Henry "Hank" Gabriel Blosser (March 16, 1928, Harrisonburg, Virginia – March 20, 2013, East Lansing, Michigan) was an American nuclear physicist, known as a director for designing and building superconducting cyclotrons.

Biography
His father, Emanuel Blosser (1877–1953), was a prominent citizen of Harrisonburg, Virginia, and was extremely successful in the poultry business and in banking. After graduating from Harrisonburg High School in 1945, Henry Blosser attended the University of Virginia (UVA) for a year and then served for two years in the U.S. Navy. At UVA he was an undergraduate from 1948 to 1951, when he graduated with a bachelor's degree in mathematics. From 1951 to 1954 he was a graduate student in physics at UVA, graduating with an M.S. in 1952 and a Ph.D. in 1954. His Ph.D. thesis Large-angle scattering of electrons at 65 kilovolts was supervised by Frank L. Hereford Jr.

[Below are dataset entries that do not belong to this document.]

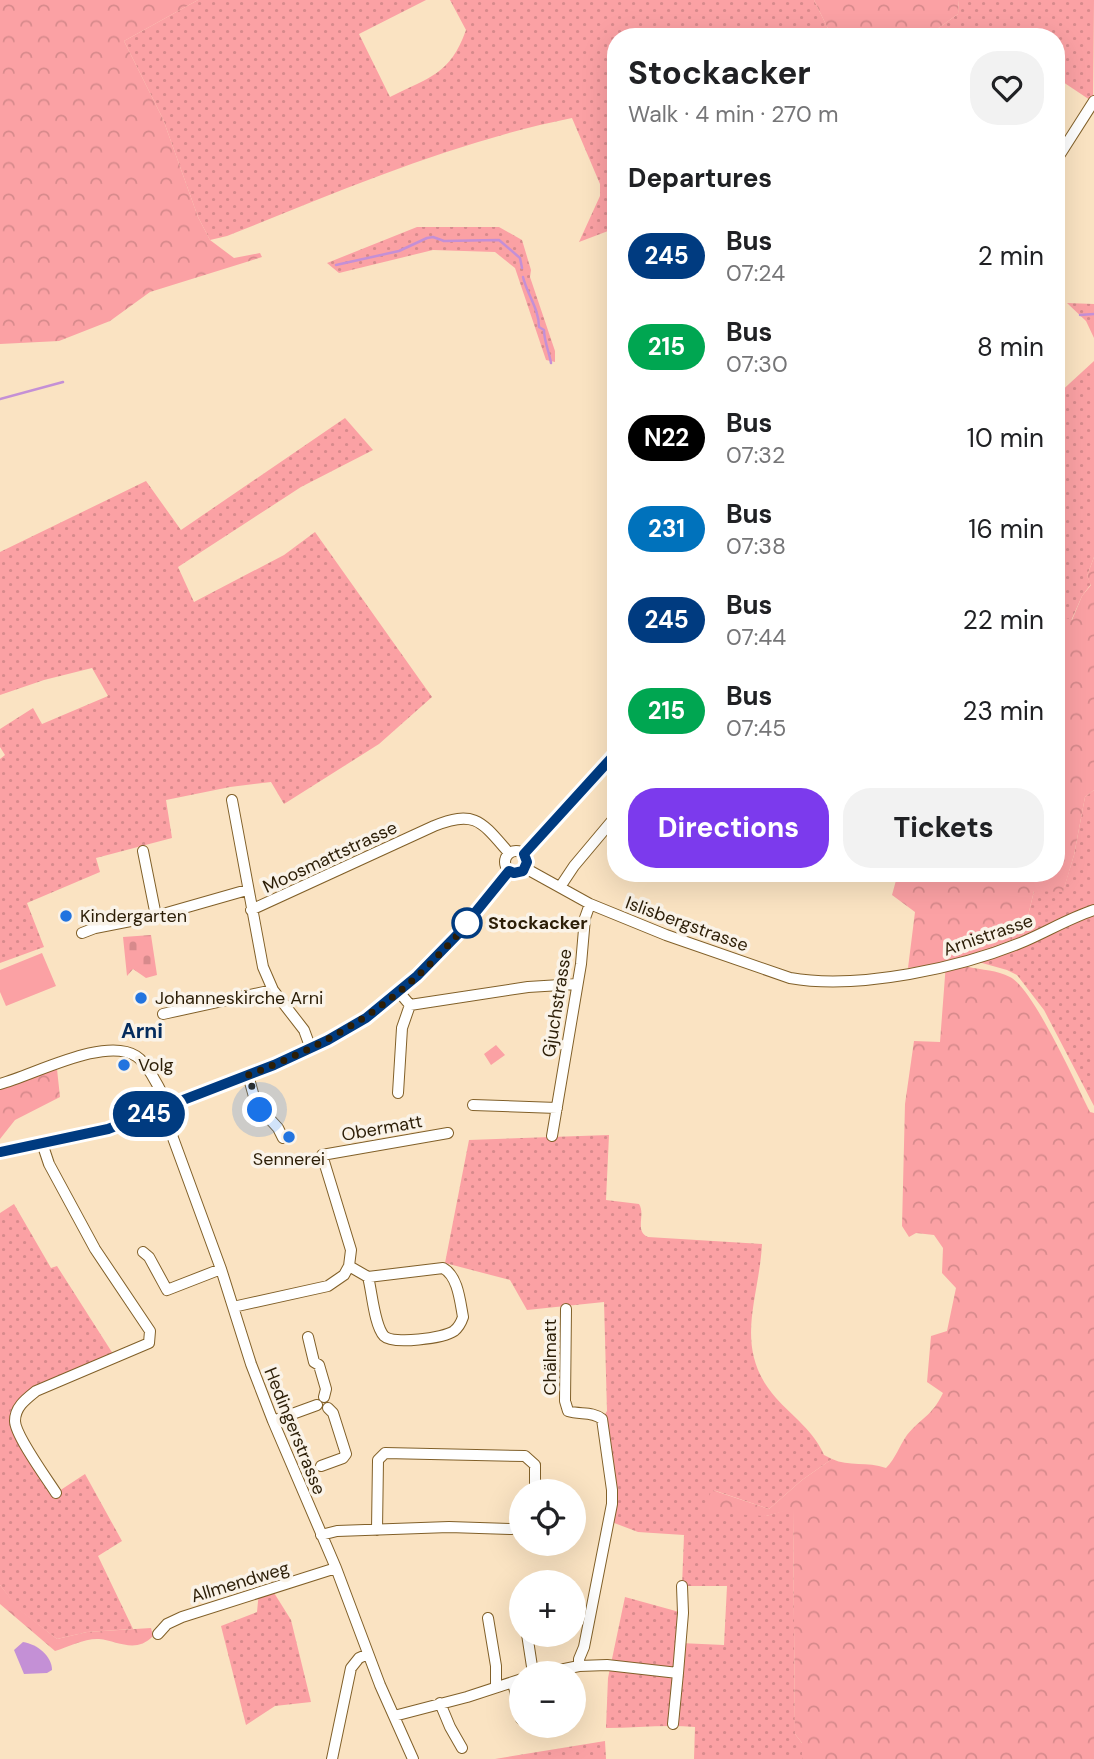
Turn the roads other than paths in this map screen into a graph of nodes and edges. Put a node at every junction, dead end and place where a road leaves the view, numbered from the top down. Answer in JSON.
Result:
{"nodes":[{"id":1,"x":1094,"y":101,"type":"edge"},
{"id":2,"x":1065,"y":146,"type":"edge"},
{"id":3,"x":607,"y":762,"type":"edge"},
{"id":4,"x":232,"y":800,"type":"dead end"},
{"id":5,"x":607,"y":827,"type":"edge"},
{"id":6,"x":143,"y":851,"type":"dead end"},
{"id":7,"x":509,"y":853,"type":"junction"},
{"id":8,"x":524,"y":854,"type":"junction"},
{"id":9,"x":525,"y":868,"type":"junction"},
{"id":10,"x":509,"y":871,"type":"junction"},
{"id":11,"x":560,"y":887,"type":"junction"},
{"id":12,"x":247,"y":890,"type":"junction"},
{"id":13,"x":590,"y":904,"type":"junction"},
{"id":14,"x":251,"y":910,"type":"junction"},
{"id":15,"x":1094,"y":910,"type":"edge"},
{"id":16,"x":156,"y":916,"type":"junction"},
{"id":17,"x":82,"y":933,"type":"dead end"},
{"id":18,"x":846,"y":981,"type":"joint"},
{"id":19,"x":577,"y":984,"type":"junction"},
{"id":20,"x":272,"y":990,"type":"junction"},
{"id":21,"x":399,"y":992,"type":"junction"},
{"id":22,"x":410,"y":1005,"type":"junction"},
{"id":23,"x":163,"y":1014,"type":"dead end"},
{"id":24,"x":311,"y":1049,"type":"junction"},
{"id":25,"x":248,"y":1075,"type":"junction"},
{"id":26,"x":0,"y":1084,"type":"edge"},
{"id":27,"x":398,"y":1093,"type":"dead end"},
{"id":28,"x":473,"y":1105,"type":"dead end"},
{"id":29,"x":164,"y":1108,"type":"junction"},
{"id":30,"x":556,"y":1108,"type":"junction"},
{"id":31,"x":448,"y":1133,"type":"dead end"},
{"id":32,"x":552,"y":1136,"type":"dead end"},
{"id":33,"x":283,"y":1138,"type":"dead end"},
{"id":34,"x":42,"y":1143,"type":"junction"},
{"id":35,"x":0,"y":1152,"type":"edge"},
{"id":36,"x":143,"y":1252,"type":"dead end"},
{"id":37,"x":349,"y":1266,"type":"junction"},
{"id":38,"x":221,"y":1269,"type":"junction"},
{"id":39,"x":368,"y":1277,"type":"junction"},
{"id":40,"x":233,"y":1307,"type":"junction"},
{"id":41,"x":566,"y":1309,"type":"dead end"},
{"id":42,"x":308,"y":1337,"type":"dead end"},
{"id":43,"x":323,"y":1404,"type":"junction"},
{"id":44,"x":273,"y":1421,"type":"junction"},
{"id":45,"x":321,"y":1466,"type":"dead end"},
{"id":46,"x":535,"y":1479,"type":"edge"},
{"id":47,"x":56,"y":1493,"type":"dead end"},
{"id":48,"x":509,"y":1529,"type":"edge"},
{"id":49,"x":377,"y":1530,"type":"junction"},
{"id":50,"x":321,"y":1535,"type":"junction"},
{"id":51,"x":337,"y":1568,"type":"junction"},
{"id":52,"x":682,"y":1586,"type":"dead end"},
{"id":53,"x":488,"y":1618,"type":"dead end"},
{"id":54,"x":158,"y":1634,"type":"dead end"},
{"id":55,"x":369,"y":1654,"type":"junction"},
{"id":56,"x":579,"y":1661,"type":"edge"},
{"id":57,"x":586,"y":1666,"type":"edge"},
{"id":58,"x":678,"y":1673,"type":"junction"},
{"id":59,"x":509,"y":1683,"type":"edge"},
{"id":60,"x":496,"y":1688,"type":"junction"},
{"id":61,"x":440,"y":1703,"type":"junction"},
{"id":62,"x":394,"y":1716,"type":"junction"},
{"id":63,"x":673,"y":1724,"type":"dead end"},
{"id":64,"x":462,"y":1748,"type":"dead end"},
{"id":65,"x":332,"y":1759,"type":"edge"},
{"id":66,"x":412,"y":1759,"type":"edge"}],
"edges":[{"from":1,"to":2,"type":"street"},
{"from":3,"to":8,"type":"street"},
{"from":4,"to":12,"type":"street"},
{"from":5,"to":11,"type":"street"},
{"from":6,"to":16,"type":"street"},
{"from":7,"to":8,"type":"street"},
{"from":7,"to":10,"type":"street"},
{"from":7,"to":14,"type":"street","name":"Moosmattstrasse"},
{"from":8,"to":9,"type":"street"},
{"from":9,"to":10,"type":"street"},
{"from":9,"to":11,"type":"street","name":"Islisbergstrasse"},
{"from":10,"to":21,"type":"street"},
{"from":11,"to":13,"type":"street","name":"Islisbergstrasse"},
{"from":12,"to":14,"type":"street"},
{"from":12,"to":16,"type":"street"},
{"from":13,"to":18,"type":"street","name":"Islisbergstrasse"},
{"from":13,"to":19,"type":"street","name":"Gjuchstrasse"},
{"from":14,"to":20,"type":"street"},
{"from":15,"to":18,"type":"street","name":"Arnistrasse"},
{"from":16,"to":17,"type":"street"},
{"from":19,"to":22,"type":"street"},
{"from":19,"to":30,"type":"street","name":"Gjuchstrasse"},
{"from":20,"to":23,"type":"street"},
{"from":20,"to":24,"type":"street"},
{"from":21,"to":22,"type":"street"},
{"from":21,"to":24,"type":"street"},
{"from":22,"to":27,"type":"street"},
{"from":24,"to":25,"type":"street"},
{"from":25,"to":29,"type":"street"},
{"from":25,"to":33,"type":"street"},
{"from":26,"to":29,"type":"street","name":"Hedingerstrasse"},
{"from":28,"to":30,"type":"street"},
{"from":29,"to":34,"type":"street"},
{"from":29,"to":38,"type":"street","name":"Hedingerstrasse"},
{"from":30,"to":32,"type":"street","name":"Gjuchstrasse"},
{"from":31,"to":37,"type":"street","name":"Obermatt"},
{"from":34,"to":35,"type":"street"},
{"from":34,"to":47,"type":"street"},
{"from":36,"to":38,"type":"street"},
{"from":37,"to":39,"type":"street"},
{"from":37,"to":40,"type":"street"},
{"from":38,"to":40,"type":"street","name":"Hedingerstrasse"},
{"from":39,"to":39,"type":"street"},
{"from":40,"to":44,"type":"street","name":"Hedingerstrasse"},
{"from":41,"to":56,"type":"street","name":"Chälmatt"},
{"from":42,"to":43,"type":"street"},
{"from":43,"to":44,"type":"street"},
{"from":43,"to":45,"type":"street"},
{"from":44,"to":50,"type":"street","name":"Hedingerstrasse"},
{"from":46,"to":49,"type":"street"},
{"from":48,"to":49,"type":"street"},
{"from":49,"to":50,"type":"street"},
{"from":50,"to":51,"type":"street","name":"Hedingerstrasse"},
{"from":51,"to":54,"type":"street","name":"Allmendweg"},
{"from":51,"to":55,"type":"street","name":"Hedingerstrasse"},
{"from":52,"to":58,"type":"street"},
{"from":53,"to":60,"type":"street"},
{"from":55,"to":62,"type":"street","name":"Hedingerstrasse"},
{"from":55,"to":65,"type":"street"},
{"from":57,"to":58,"type":"street"},
{"from":58,"to":63,"type":"street"},
{"from":59,"to":60,"type":"street"},
{"from":60,"to":61,"type":"street"},
{"from":61,"to":62,"type":"street"},
{"from":61,"to":64,"type":"street"},
{"from":62,"to":66,"type":"street","name":"Hedingerstrasse"}]}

From 1954 to 1958 in Oak Ridge National Laboratory's Cyclotron Nuclear Research Group, Blosser was a physicist and group leader. At Michigan State University (MSU), he was an associate professor from 1958 to 1961, a full professor from 1961 to 1990, and a university distinguished professor from 1990 until he retired in 2003. At MSU's cyclotron laboratory he was the director 1958 to 1985 and co-director from 1985 to 1988, when he resigned as co-director. From 1984 until his death in 2013 he was also an adjunct professor in Wayne State University's department of radiation oncology.

After formally retiring from MSU in 2013, he developed cyclotrons for cancer therapy.

In 1968 Blosser was elected a Fellow of the American Physical Society. He was a Guggenheim Fellow for the academic year 1973–1974. In 1984 he was one of ten people designated as "Michiganian of the Year" by The Detroit News.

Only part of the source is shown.